Segment Open

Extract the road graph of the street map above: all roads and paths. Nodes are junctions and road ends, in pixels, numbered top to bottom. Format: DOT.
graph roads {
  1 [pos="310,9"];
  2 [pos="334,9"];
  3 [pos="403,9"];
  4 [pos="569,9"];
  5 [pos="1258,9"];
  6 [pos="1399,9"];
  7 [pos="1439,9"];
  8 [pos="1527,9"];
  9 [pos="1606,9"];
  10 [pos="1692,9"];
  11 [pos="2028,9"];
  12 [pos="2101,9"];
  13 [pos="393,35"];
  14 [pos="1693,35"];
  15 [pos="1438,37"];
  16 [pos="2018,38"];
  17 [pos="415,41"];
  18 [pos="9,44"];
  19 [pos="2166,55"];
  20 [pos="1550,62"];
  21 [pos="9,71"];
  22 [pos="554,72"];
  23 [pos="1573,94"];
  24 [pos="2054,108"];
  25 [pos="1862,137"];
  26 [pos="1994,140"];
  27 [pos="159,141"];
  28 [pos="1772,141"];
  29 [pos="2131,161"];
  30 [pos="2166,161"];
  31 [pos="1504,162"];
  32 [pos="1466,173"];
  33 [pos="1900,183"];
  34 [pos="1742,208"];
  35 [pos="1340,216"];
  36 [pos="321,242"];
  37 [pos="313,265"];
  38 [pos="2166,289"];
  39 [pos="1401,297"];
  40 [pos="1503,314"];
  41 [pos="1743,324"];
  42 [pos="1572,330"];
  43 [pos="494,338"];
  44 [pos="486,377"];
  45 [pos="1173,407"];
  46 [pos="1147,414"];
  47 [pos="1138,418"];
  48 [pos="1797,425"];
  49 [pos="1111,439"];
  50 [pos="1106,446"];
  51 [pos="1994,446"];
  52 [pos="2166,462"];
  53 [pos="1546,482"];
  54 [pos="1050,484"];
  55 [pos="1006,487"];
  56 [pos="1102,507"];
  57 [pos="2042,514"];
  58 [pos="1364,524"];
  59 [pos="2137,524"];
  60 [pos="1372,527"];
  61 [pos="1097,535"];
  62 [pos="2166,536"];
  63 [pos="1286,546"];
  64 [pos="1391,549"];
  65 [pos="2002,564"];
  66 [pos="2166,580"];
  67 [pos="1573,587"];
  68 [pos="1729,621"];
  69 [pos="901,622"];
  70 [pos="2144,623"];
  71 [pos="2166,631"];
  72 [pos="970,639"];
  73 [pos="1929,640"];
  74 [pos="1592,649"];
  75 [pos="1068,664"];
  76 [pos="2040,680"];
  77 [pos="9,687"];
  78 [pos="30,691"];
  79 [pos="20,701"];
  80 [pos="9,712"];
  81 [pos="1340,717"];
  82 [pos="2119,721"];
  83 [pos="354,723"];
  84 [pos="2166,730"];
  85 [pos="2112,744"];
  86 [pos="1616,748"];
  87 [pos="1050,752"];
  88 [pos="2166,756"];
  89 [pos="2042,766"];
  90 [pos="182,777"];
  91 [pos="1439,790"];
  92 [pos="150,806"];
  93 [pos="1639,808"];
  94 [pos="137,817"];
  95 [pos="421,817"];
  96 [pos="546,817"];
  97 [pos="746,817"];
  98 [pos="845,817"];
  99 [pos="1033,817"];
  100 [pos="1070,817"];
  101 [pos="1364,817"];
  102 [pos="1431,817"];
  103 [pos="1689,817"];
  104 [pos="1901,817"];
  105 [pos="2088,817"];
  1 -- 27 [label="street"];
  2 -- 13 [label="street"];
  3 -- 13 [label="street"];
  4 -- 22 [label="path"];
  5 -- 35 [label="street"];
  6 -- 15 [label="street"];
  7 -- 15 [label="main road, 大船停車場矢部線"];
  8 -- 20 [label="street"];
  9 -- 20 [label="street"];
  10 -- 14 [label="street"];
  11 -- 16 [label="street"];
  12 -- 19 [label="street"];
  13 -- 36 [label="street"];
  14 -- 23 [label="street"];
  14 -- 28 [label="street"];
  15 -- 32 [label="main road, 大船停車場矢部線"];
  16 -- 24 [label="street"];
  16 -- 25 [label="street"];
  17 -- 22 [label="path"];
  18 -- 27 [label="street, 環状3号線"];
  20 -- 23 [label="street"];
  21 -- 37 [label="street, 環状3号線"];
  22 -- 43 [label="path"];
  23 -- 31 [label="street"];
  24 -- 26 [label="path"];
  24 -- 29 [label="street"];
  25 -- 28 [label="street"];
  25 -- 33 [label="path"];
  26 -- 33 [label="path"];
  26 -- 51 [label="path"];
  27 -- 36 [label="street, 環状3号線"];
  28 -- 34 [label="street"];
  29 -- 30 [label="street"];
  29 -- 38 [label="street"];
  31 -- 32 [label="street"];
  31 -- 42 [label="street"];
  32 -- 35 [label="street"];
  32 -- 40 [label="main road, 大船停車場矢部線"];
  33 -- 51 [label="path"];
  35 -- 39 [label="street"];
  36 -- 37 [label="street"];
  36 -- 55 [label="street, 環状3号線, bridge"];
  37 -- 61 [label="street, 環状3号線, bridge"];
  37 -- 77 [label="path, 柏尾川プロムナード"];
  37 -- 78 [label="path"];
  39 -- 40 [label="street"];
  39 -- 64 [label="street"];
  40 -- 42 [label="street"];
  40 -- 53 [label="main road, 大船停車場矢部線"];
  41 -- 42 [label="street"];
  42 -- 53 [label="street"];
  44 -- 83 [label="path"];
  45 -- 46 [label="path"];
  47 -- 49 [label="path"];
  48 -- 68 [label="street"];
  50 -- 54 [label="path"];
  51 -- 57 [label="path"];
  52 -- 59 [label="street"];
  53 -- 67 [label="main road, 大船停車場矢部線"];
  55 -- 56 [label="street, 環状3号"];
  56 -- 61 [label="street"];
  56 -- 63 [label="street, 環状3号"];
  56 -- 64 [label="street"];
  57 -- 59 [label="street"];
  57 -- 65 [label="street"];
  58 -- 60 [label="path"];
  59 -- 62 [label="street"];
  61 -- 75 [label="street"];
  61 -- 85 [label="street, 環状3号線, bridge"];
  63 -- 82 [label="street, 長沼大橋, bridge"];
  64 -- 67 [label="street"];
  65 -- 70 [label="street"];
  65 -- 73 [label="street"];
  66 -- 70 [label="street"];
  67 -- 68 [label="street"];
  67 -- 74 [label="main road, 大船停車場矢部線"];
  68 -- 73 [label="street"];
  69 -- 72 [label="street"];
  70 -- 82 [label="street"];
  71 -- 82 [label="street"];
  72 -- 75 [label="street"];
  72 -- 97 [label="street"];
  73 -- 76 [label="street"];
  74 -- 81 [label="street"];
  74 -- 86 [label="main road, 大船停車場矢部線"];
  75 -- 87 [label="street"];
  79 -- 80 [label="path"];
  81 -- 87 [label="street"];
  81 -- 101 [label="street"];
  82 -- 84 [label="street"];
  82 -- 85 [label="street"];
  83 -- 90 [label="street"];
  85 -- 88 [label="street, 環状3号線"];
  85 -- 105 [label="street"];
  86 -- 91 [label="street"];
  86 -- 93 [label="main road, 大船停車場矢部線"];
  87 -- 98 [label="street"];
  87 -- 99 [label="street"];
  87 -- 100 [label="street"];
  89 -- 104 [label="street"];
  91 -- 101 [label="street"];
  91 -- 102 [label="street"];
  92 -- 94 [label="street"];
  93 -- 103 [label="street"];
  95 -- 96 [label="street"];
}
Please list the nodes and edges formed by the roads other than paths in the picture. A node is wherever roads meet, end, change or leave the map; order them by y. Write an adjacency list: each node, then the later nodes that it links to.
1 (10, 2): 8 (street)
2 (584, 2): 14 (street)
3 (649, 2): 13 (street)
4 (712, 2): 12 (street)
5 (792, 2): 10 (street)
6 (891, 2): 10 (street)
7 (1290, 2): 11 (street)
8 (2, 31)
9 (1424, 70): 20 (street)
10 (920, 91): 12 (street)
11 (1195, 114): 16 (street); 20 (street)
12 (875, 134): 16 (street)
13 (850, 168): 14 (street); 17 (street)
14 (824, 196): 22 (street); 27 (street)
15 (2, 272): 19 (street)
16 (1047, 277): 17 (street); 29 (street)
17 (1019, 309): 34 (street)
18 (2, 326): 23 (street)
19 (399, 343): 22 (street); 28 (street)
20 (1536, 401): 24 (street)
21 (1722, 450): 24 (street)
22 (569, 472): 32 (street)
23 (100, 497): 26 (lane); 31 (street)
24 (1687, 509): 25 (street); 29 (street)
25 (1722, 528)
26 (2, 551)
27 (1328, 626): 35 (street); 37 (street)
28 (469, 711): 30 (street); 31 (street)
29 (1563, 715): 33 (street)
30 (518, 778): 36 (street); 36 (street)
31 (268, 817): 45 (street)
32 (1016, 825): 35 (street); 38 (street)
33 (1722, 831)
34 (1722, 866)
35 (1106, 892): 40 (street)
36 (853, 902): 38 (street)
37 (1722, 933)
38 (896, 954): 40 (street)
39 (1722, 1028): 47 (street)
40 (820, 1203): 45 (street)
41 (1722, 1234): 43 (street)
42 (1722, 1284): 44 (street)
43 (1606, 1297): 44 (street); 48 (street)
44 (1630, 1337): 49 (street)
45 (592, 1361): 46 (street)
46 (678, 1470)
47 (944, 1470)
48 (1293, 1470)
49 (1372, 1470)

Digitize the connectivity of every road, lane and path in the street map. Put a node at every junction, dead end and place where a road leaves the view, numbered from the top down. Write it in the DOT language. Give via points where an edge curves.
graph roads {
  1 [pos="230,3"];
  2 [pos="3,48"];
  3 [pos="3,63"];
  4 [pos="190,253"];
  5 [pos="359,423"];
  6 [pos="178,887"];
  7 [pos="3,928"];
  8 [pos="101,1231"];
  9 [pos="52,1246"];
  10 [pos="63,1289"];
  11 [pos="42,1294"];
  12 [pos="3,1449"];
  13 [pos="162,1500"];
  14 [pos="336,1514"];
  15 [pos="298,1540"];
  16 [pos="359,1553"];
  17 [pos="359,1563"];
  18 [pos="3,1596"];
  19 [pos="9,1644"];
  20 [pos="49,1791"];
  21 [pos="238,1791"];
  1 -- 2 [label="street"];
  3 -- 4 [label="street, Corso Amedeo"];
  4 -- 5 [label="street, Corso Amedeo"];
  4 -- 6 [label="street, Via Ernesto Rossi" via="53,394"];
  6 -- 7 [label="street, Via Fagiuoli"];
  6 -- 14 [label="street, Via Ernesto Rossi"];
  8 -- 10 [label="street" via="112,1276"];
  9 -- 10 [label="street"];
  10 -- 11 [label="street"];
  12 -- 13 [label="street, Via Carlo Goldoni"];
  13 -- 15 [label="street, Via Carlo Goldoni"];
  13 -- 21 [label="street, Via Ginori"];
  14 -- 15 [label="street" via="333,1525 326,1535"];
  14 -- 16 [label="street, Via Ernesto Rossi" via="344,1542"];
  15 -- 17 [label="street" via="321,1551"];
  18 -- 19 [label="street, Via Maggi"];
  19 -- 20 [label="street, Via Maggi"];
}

Segment Closed

## WORK REQUEST
Please return every line from the material above where the string "Ernesto" occurs.

## RESULT OF THE TASK
  4 -- 6 [label="street, Via Ernesto Rossi" via="53,394"];
  6 -- 14 [label="street, Via Ernesto Rossi"];
  14 -- 16 [label="street, Via Ernesto Rossi" via="344,1542"];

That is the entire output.